Dataset entries:
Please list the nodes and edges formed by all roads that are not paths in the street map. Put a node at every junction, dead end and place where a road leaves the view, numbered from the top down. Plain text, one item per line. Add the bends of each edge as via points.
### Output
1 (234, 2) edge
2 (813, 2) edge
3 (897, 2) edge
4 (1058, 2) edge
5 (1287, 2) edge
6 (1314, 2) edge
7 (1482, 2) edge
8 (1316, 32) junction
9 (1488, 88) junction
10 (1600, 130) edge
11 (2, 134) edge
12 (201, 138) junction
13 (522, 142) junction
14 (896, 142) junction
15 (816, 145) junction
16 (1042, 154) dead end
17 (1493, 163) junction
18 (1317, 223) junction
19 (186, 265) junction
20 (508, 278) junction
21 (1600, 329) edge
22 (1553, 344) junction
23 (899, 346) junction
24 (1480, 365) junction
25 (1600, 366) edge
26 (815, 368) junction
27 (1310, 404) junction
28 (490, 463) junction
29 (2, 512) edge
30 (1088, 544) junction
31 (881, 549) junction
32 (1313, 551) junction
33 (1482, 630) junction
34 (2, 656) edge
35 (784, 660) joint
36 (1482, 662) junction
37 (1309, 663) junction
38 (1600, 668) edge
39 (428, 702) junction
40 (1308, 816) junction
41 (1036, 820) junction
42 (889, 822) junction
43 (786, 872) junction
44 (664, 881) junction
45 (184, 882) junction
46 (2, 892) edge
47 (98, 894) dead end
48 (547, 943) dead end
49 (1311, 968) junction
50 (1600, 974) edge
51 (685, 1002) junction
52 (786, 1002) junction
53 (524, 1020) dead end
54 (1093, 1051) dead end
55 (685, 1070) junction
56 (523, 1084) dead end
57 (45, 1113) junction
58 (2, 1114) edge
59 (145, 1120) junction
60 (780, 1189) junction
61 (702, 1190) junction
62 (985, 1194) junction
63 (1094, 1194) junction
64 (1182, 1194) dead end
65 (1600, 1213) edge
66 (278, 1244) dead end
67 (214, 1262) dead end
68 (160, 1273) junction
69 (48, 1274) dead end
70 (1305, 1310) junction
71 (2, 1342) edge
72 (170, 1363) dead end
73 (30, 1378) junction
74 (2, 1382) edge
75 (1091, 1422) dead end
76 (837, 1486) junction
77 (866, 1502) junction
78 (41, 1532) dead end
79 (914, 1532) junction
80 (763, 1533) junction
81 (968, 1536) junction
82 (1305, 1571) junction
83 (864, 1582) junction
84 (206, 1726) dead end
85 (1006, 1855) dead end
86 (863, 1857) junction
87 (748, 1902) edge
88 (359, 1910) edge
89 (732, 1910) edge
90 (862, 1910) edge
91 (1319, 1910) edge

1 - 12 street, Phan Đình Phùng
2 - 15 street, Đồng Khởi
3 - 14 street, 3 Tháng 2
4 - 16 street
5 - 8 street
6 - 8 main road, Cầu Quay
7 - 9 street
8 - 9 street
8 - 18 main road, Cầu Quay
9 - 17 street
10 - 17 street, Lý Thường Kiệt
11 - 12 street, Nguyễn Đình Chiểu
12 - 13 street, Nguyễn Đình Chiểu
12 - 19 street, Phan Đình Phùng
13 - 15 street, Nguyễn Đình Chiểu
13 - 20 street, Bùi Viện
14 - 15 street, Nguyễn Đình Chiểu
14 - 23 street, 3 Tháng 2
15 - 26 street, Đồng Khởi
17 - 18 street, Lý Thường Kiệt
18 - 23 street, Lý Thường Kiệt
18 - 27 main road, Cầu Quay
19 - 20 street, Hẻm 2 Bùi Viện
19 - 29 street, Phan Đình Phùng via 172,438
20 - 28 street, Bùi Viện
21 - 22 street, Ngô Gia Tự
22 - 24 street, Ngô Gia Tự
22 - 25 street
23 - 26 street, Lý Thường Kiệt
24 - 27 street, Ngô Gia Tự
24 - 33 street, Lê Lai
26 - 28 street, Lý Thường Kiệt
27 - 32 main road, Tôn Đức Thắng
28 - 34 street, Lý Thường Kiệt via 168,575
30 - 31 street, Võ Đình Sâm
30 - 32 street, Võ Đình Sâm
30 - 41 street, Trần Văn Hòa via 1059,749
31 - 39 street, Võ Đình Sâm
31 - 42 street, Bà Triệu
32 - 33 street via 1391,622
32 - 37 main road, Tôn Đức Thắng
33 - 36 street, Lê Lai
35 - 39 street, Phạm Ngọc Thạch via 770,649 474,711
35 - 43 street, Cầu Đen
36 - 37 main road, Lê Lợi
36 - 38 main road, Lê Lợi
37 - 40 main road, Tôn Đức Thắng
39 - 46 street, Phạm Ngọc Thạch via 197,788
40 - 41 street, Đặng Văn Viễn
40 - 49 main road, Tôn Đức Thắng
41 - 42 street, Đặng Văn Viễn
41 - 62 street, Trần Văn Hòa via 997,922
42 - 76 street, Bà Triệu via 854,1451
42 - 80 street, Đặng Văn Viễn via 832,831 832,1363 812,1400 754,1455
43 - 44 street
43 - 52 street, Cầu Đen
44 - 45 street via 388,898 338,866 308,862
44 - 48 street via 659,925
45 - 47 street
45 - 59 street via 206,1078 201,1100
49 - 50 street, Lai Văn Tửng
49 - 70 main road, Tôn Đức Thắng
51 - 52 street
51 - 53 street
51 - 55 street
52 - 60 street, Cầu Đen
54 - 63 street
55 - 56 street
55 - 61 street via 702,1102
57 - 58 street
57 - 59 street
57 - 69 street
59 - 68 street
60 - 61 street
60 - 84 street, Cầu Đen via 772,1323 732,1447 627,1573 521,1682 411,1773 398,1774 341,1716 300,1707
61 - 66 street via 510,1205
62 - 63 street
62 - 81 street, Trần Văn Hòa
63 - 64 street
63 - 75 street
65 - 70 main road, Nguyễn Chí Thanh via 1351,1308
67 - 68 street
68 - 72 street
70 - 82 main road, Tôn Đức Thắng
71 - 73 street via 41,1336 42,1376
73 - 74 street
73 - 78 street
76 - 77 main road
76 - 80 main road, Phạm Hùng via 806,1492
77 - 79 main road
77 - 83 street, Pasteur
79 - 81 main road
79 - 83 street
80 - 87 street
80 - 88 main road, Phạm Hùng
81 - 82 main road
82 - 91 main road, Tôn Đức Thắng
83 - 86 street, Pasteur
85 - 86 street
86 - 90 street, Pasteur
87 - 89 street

→ Description of the task:
From the first line to the last, retype the data exactly.

→ Finished exercise:
Please list the nodes and edges formed by all roads that are not paths in the street map. Put a node at every junction, dead end and place where a road leaves the view, numbered from the top down. Plain text, one item per line. Add the bends of each edge as via points.
### Output
1 (234, 2) edge
2 (813, 2) edge
3 (897, 2) edge
4 (1058, 2) edge
5 (1287, 2) edge
6 (1314, 2) edge
7 (1482, 2) edge
8 (1316, 32) junction
9 (1488, 88) junction
10 (1600, 130) edge
11 (2, 134) edge
12 (201, 138) junction
13 (522, 142) junction
14 (896, 142) junction
15 (816, 145) junction
16 (1042, 154) dead end
17 (1493, 163) junction
18 (1317, 223) junction
19 (186, 265) junction
20 (508, 278) junction
21 (1600, 329) edge
22 (1553, 344) junction
23 (899, 346) junction
24 (1480, 365) junction
25 (1600, 366) edge
26 (815, 368) junction
27 (1310, 404) junction
28 (490, 463) junction
29 (2, 512) edge
30 (1088, 544) junction
31 (881, 549) junction
32 (1313, 551) junction
33 (1482, 630) junction
34 (2, 656) edge
35 (784, 660) joint
36 (1482, 662) junction
37 (1309, 663) junction
38 (1600, 668) edge
39 (428, 702) junction
40 (1308, 816) junction
41 (1036, 820) junction
42 (889, 822) junction
43 (786, 872) junction
44 (664, 881) junction
45 (184, 882) junction
46 (2, 892) edge
47 (98, 894) dead end
48 (547, 943) dead end
49 (1311, 968) junction
50 (1600, 974) edge
51 (685, 1002) junction
52 (786, 1002) junction
53 (524, 1020) dead end
54 (1093, 1051) dead end
55 (685, 1070) junction
56 (523, 1084) dead end
57 (45, 1113) junction
58 (2, 1114) edge
59 (145, 1120) junction
60 (780, 1189) junction
61 (702, 1190) junction
62 (985, 1194) junction
63 (1094, 1194) junction
64 (1182, 1194) dead end
65 (1600, 1213) edge
66 (278, 1244) dead end
67 (214, 1262) dead end
68 (160, 1273) junction
69 (48, 1274) dead end
70 (1305, 1310) junction
71 (2, 1342) edge
72 (170, 1363) dead end
73 (30, 1378) junction
74 (2, 1382) edge
75 (1091, 1422) dead end
76 (837, 1486) junction
77 (866, 1502) junction
78 (41, 1532) dead end
79 (914, 1532) junction
80 (763, 1533) junction
81 (968, 1536) junction
82 (1305, 1571) junction
83 (864, 1582) junction
84 (206, 1726) dead end
85 (1006, 1855) dead end
86 (863, 1857) junction
87 (748, 1902) edge
88 (359, 1910) edge
89 (732, 1910) edge
90 (862, 1910) edge
91 (1319, 1910) edge

1 - 12 street, Phan Đình Phùng
2 - 15 street, Đồng Khởi
3 - 14 street, 3 Tháng 2
4 - 16 street
5 - 8 street
6 - 8 main road, Cầu Quay
7 - 9 street
8 - 9 street
8 - 18 main road, Cầu Quay
9 - 17 street
10 - 17 street, Lý Thường Kiệt
11 - 12 street, Nguyễn Đình Chiểu
12 - 13 street, Nguyễn Đình Chiểu
12 - 19 street, Phan Đình Phùng
13 - 15 street, Nguyễn Đình Chiểu
13 - 20 street, Bùi Viện
14 - 15 street, Nguyễn Đình Chiểu
14 - 23 street, 3 Tháng 2
15 - 26 street, Đồng Khởi
17 - 18 street, Lý Thường Kiệt
18 - 23 street, Lý Thường Kiệt
18 - 27 main road, Cầu Quay
19 - 20 street, Hẻm 2 Bùi Viện
19 - 29 street, Phan Đình Phùng via 172,438
20 - 28 street, Bùi Viện
21 - 22 street, Ngô Gia Tự
22 - 24 street, Ngô Gia Tự
22 - 25 street
23 - 26 street, Lý Thường Kiệt
24 - 27 street, Ngô Gia Tự
24 - 33 street, Lê Lai
26 - 28 street, Lý Thường Kiệt
27 - 32 main road, Tôn Đức Thắng
28 - 34 street, Lý Thường Kiệt via 168,575
30 - 31 street, Võ Đình Sâm
30 - 32 street, Võ Đình Sâm
30 - 41 street, Trần Văn Hòa via 1059,749
31 - 39 street, Võ Đình Sâm
31 - 42 street, Bà Triệu
32 - 33 street via 1391,622
32 - 37 main road, Tôn Đức Thắng
33 - 36 street, Lê Lai
35 - 39 street, Phạm Ngọc Thạch via 770,649 474,711
35 - 43 street, Cầu Đen
36 - 37 main road, Lê Lợi
36 - 38 main road, Lê Lợi
37 - 40 main road, Tôn Đức Thắng
39 - 46 street, Phạm Ngọc Thạch via 197,788
40 - 41 street, Đặng Văn Viễn
40 - 49 main road, Tôn Đức Thắng
41 - 42 street, Đặng Văn Viễn
41 - 62 street, Trần Văn Hòa via 997,922
42 - 76 street, Bà Triệu via 854,1451
42 - 80 street, Đặng Văn Viễn via 832,831 832,1363 812,1400 754,1455
43 - 44 street
43 - 52 street, Cầu Đen
44 - 45 street via 388,898 338,866 308,862
44 - 48 street via 659,925
45 - 47 street
45 - 59 street via 206,1078 201,1100
49 - 50 street, Lai Văn Tửng
49 - 70 main road, Tôn Đức Thắng
51 - 52 street
51 - 53 street
51 - 55 street
52 - 60 street, Cầu Đen
54 - 63 street
55 - 56 street
55 - 61 street via 702,1102
57 - 58 street
57 - 59 street
57 - 69 street
59 - 68 street
60 - 61 street
60 - 84 street, Cầu Đen via 772,1323 732,1447 627,1573 521,1682 411,1773 398,1774 341,1716 300,1707
61 - 66 street via 510,1205
62 - 63 street
62 - 81 street, Trần Văn Hòa
63 - 64 street
63 - 75 street
65 - 70 main road, Nguyễn Chí Thanh via 1351,1308
67 - 68 street
68 - 72 street
70 - 82 main road, Tôn Đức Thắng
71 - 73 street via 41,1336 42,1376
73 - 74 street
73 - 78 street
76 - 77 main road
76 - 80 main road, Phạm Hùng via 806,1492
77 - 79 main road
77 - 83 street, Pasteur
79 - 81 main road
79 - 83 street
80 - 87 street
80 - 88 main road, Phạm Hùng
81 - 82 main road
82 - 91 main road, Tôn Đức Thắng
83 - 86 street, Pasteur
85 - 86 street
86 - 90 street, Pasteur
87 - 89 street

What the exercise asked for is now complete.